You say that like it's a bad thing.

It was. The economy fell apart, the states were constantly squabbling over petty things, we had Shay's rebellion, the nation's debts weren't being payed. The currency of the time had no value. Britain was screwing the country over with it's blockade (which couldn't be solved due to the lack of any federal power). The articles of confederation was such a disaster that it had such a short lived life that the founders themselves got rid of it.

If government is tiny then businesses are tiny.

You have no evidence for this, let alone causation.

When politicians have next to no power, there's no sense in spending money to help them.

Politicians have power by definition, and corporations have a direct incentive to get as much power as they can. So there will always be motivation to spend money to bribe them regardless of the power they hold. They might spend less, sure, but they will still do it.

I concede I wish I was better at staying on track

Same. It's incredibly difficult.

I believe it's a sovereign state's role to regulate commerce within their borders as they see fit. So business sizes should vary according to state culture.

So states should regulate commerce, but not the federal government, is that what you mean to say?
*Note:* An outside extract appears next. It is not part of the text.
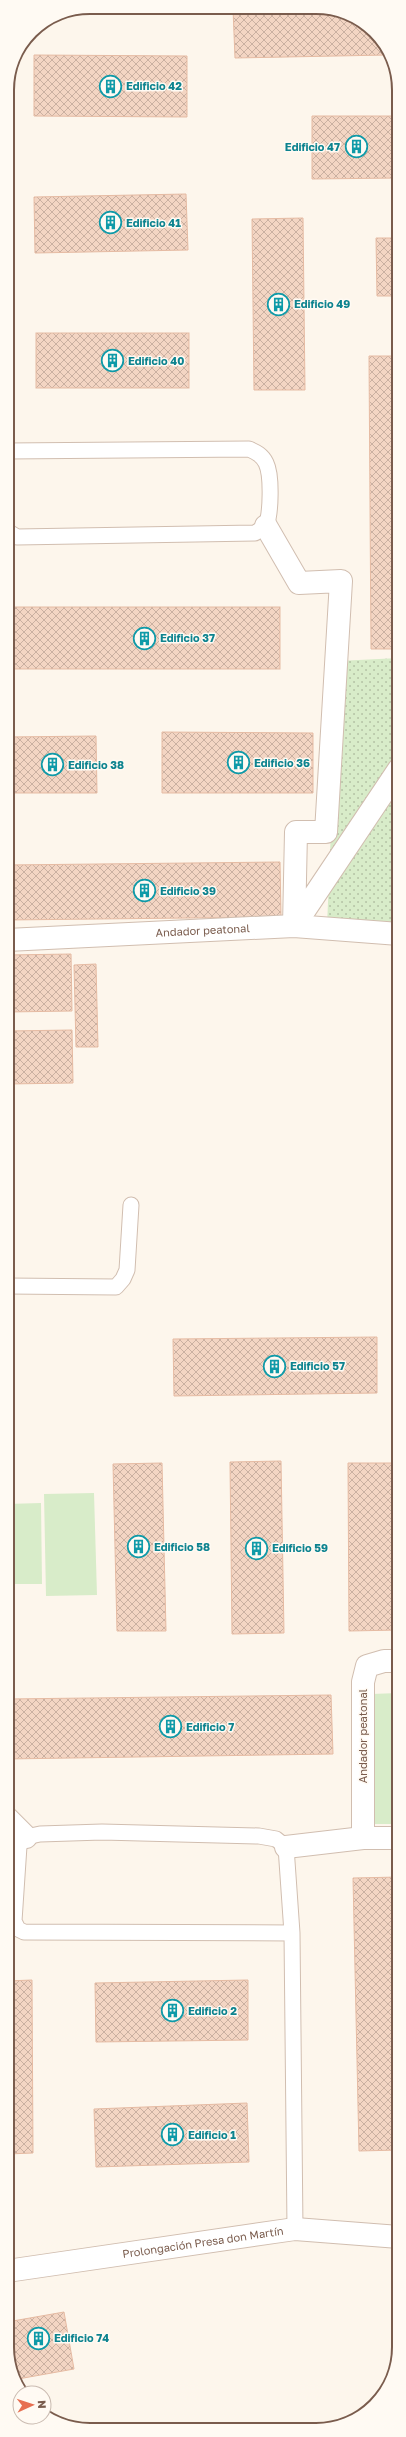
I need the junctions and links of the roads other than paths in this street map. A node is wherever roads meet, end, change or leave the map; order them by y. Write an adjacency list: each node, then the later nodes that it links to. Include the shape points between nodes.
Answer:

If so, then how would that work out for situations where the regulation/unregualtion in surrounding states impacts a different state? For example, if california legalized weed and had the effect of making weed more available to the surrounding states, how would those surrounding states deal with it?

When you sell your labor, you set the price you want to charge, and seek out one or more customers willing to pay that price.
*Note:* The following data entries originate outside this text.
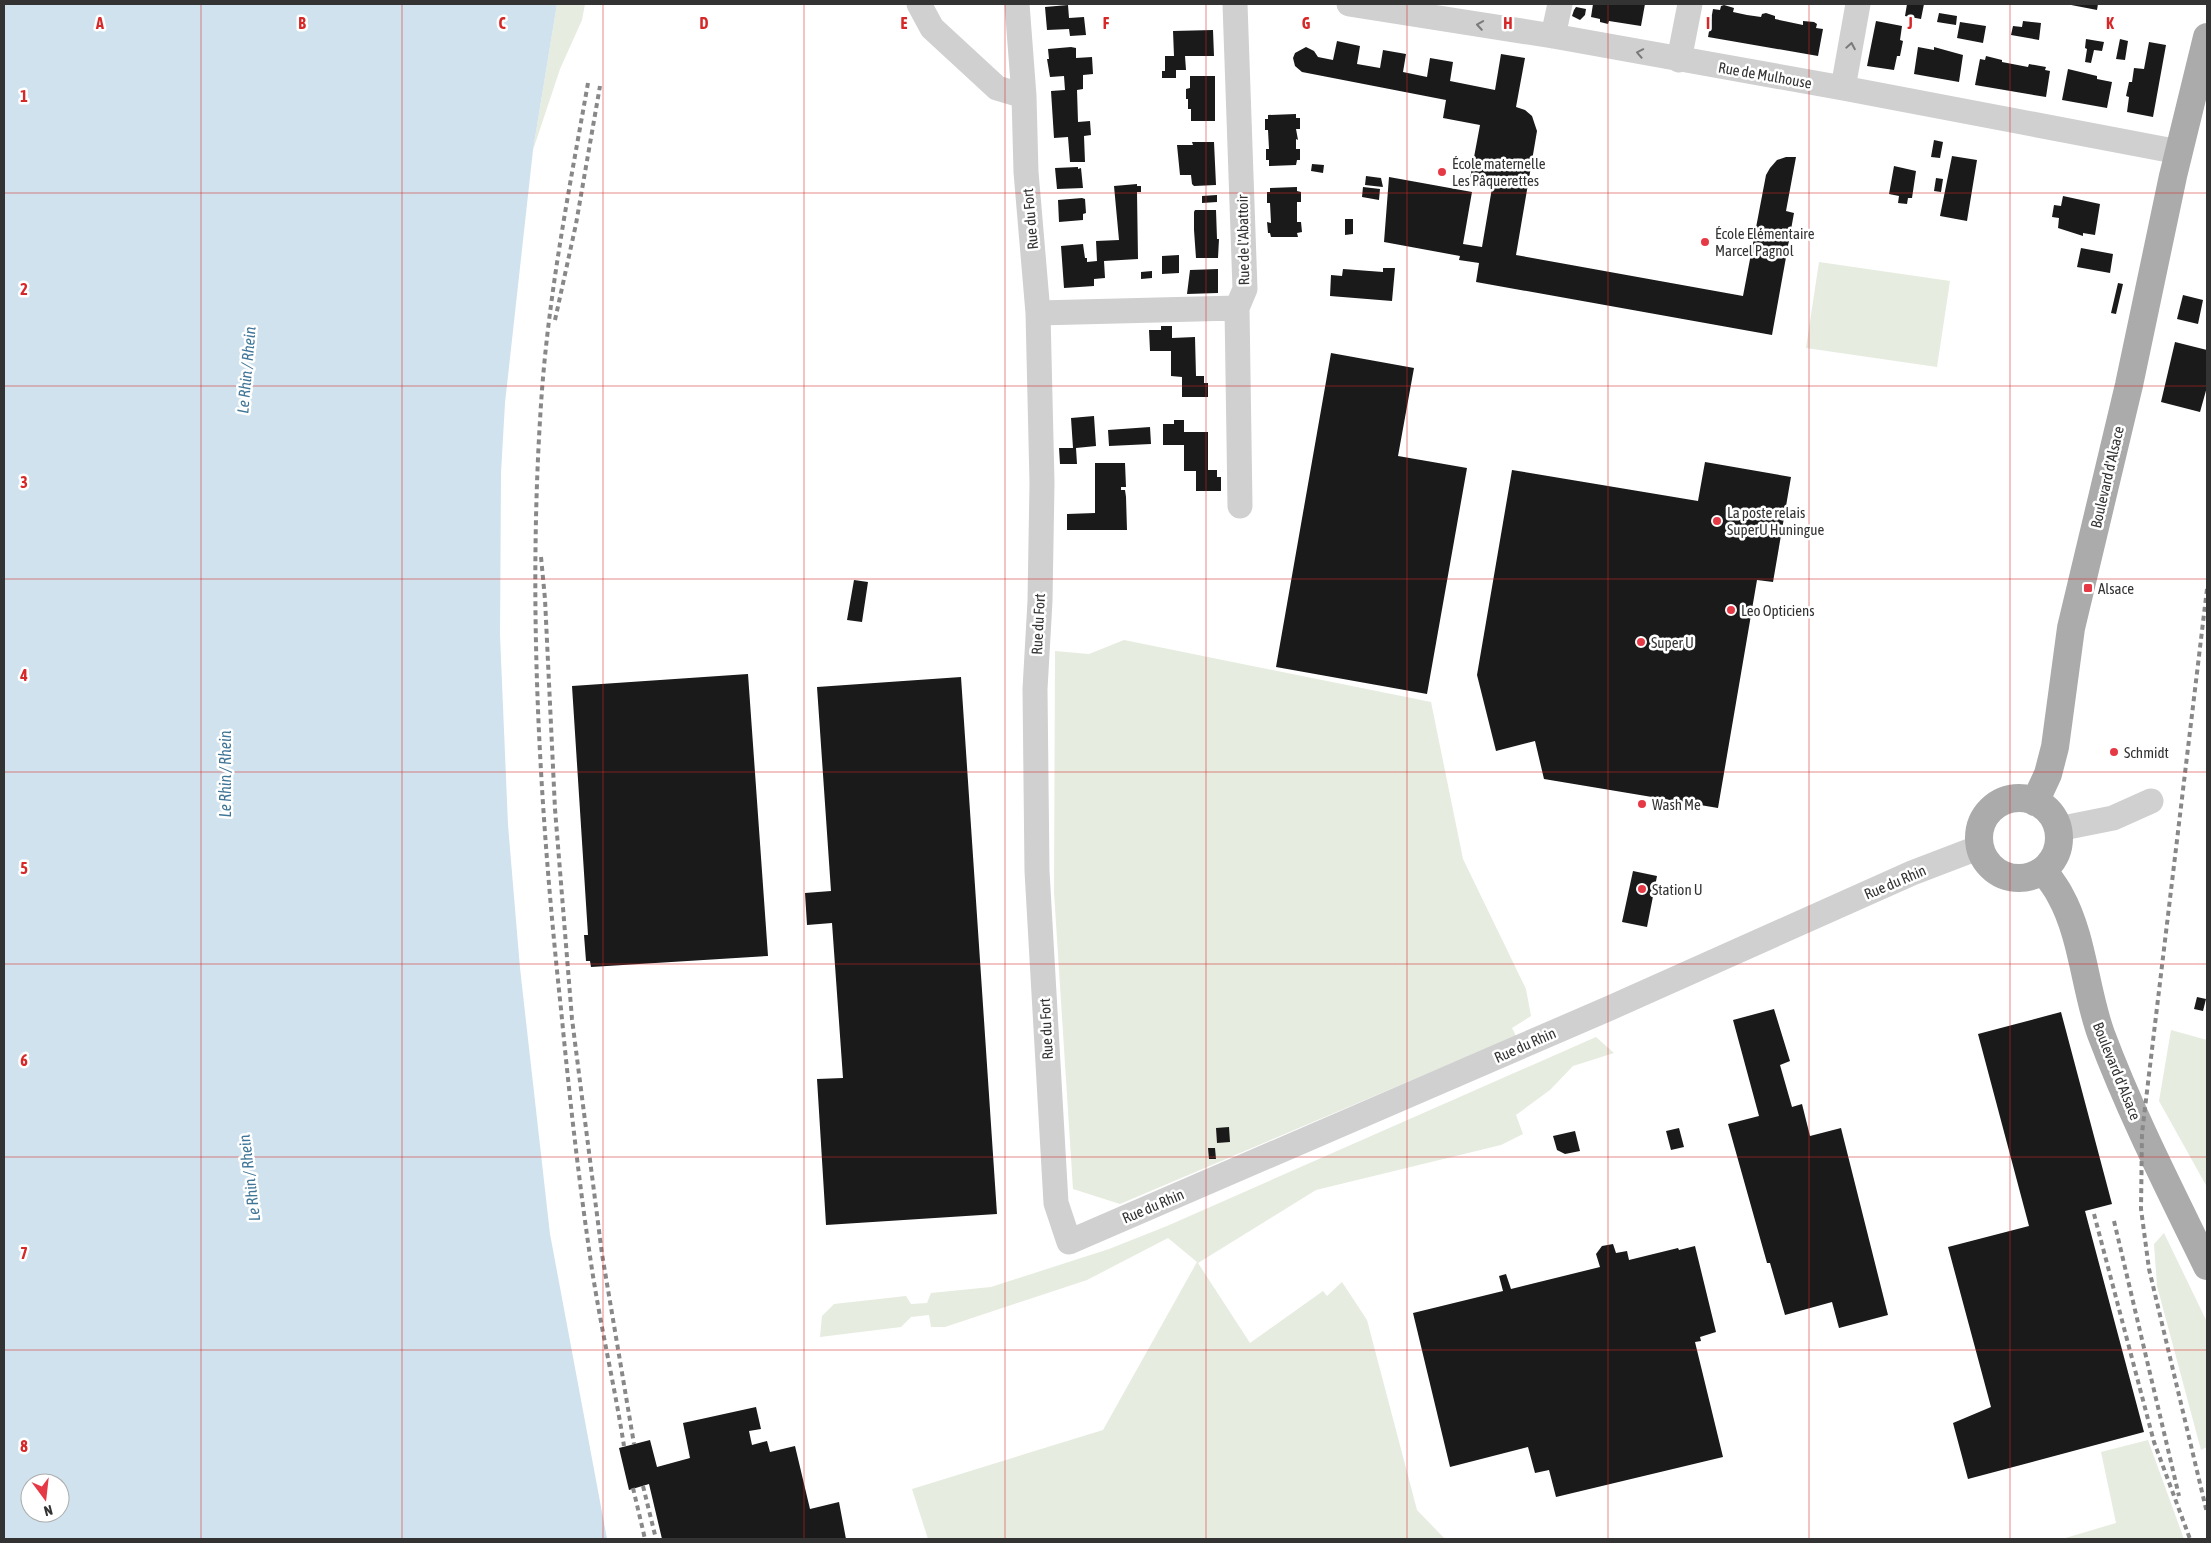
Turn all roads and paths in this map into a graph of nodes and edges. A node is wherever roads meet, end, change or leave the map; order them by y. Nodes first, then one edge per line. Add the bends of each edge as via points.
1 (919, 4) edge
2 (1017, 4) edge
3 (1235, 4) edge
4 (1350, 4) edge
5 (1560, 4) edge
6 (1690, 4) edge
7 (1858, 4) edge
8 (1553, 36) junction
9 (2207, 37) edge
10 (1679, 60) junction
11 (1843, 88) junction
12 (1024, 96) junction
13 (2179, 152) junction
14 (1237, 308) junction
15 (1038, 313) junction
16 (1240, 506) dead end
17 (2151, 801) dead end
18 (2035, 802) junction
19 (2058, 829) junction
20 (1980, 847) junction
21 (2043, 870) junction
22 (1069, 1242) joint
23 (2207, 1266) edge

1 - 12 street via 932,28 997,88
2 - 12 street, Rue du Fort
3 - 14 street, Rue de l'Abattoir via 1246,289
8 -> 4 street, Rue de Mulhouse
5 - 8 street
6 - 10 street
11 -> 7 street
10 -> 8 street, Rue de Mulhouse
9 - 13 main road, Boulevard d'Alsace
10 - 11 street, Rue de Mulhouse
11 - 13 street, Rue de Mulhouse
12 - 15 street, Rue du Fort via 1026,172
13 - 18 main road, Boulevard d'Alsace via 2129,385 2071,628 2055,747 2048,774
14 - 15 street
14 - 16 street, Rue de l'Abattoir
15 - 22 street, Rue du Fort via 1042,483 1035,689 1037,871 1056,1202
17 - 19 street via 2113,818
18 - 19 main road via 2050,813
18 - 20 main road via 2024,798 2012,799 1991,809 1980,827
19 - 21 main road via 2056,852
20 - 21 main road via 1985,860 2005,876 2025,877
20 - 22 street, Rue du Rhin via 1912,873 1610,1008
21 - 23 main road, Boulevard d'Alsace via 2060,895 2073,926 2088,990 2114,1068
If everything was small business and there was greater power in the hands of laborers, and if the internet didn't exist then maybe this would be true. But the modern reality is not like that. Corporations set the wage, you apply, and if you tell them you need more money to work there they tell you to get lost*. Job postings receive hundreds, sometimes thousands of applications. Why would they lower their profitability by giving you the wage you set if the next person in the very long line will work just as hard for cheaper?

* I am aware this is less so for higher skill jobs, but most jobs you have very little power in this regard.

Corporations are nothing more than people who pay other people for their labor, as a voluntary agreement between both parties. Neither party controls the other.

Corporations tell their workers what to do and therefore control their workers. Same goes for hours. If I told my boss that I will only work Sundays-Thursdays from now on, I would be fired. That is a form of control.

You really should start a business of your own, if for no other reason than just to learn how little power it gives you.

If I were to start a business it would be a small one and therefore have no control. But again, the problem generally isn't small businesses, it's the big ones.

They do control each of these things, and I can explain how:

place of employement - Corporations quite literally have been forcing people to return to offices or face dismissal. There are other kinds of this action, but that's just one example.

type of employement - Corporations are the one who decide if you're exempt, non-exempt, a contractor, what the job responsibilities are, etc.

hours - If you refuse to work the hours you are told you are fired.

how money is distributed - At no point does your average worker control this. The higher ups decide this and almost universally decide that the majority should go to them. If businesses were truly democratic, then you'd never see a single company giving a CEO the money for a brand new yacht every year.

the media (narrative) - Virtually all media companies are owned by the rich, and they do not allow news articles and the like to be against them. For example, the Washington Post is owned by Bezos, and you'll never see an article from them criticizing Bezos or Amazon.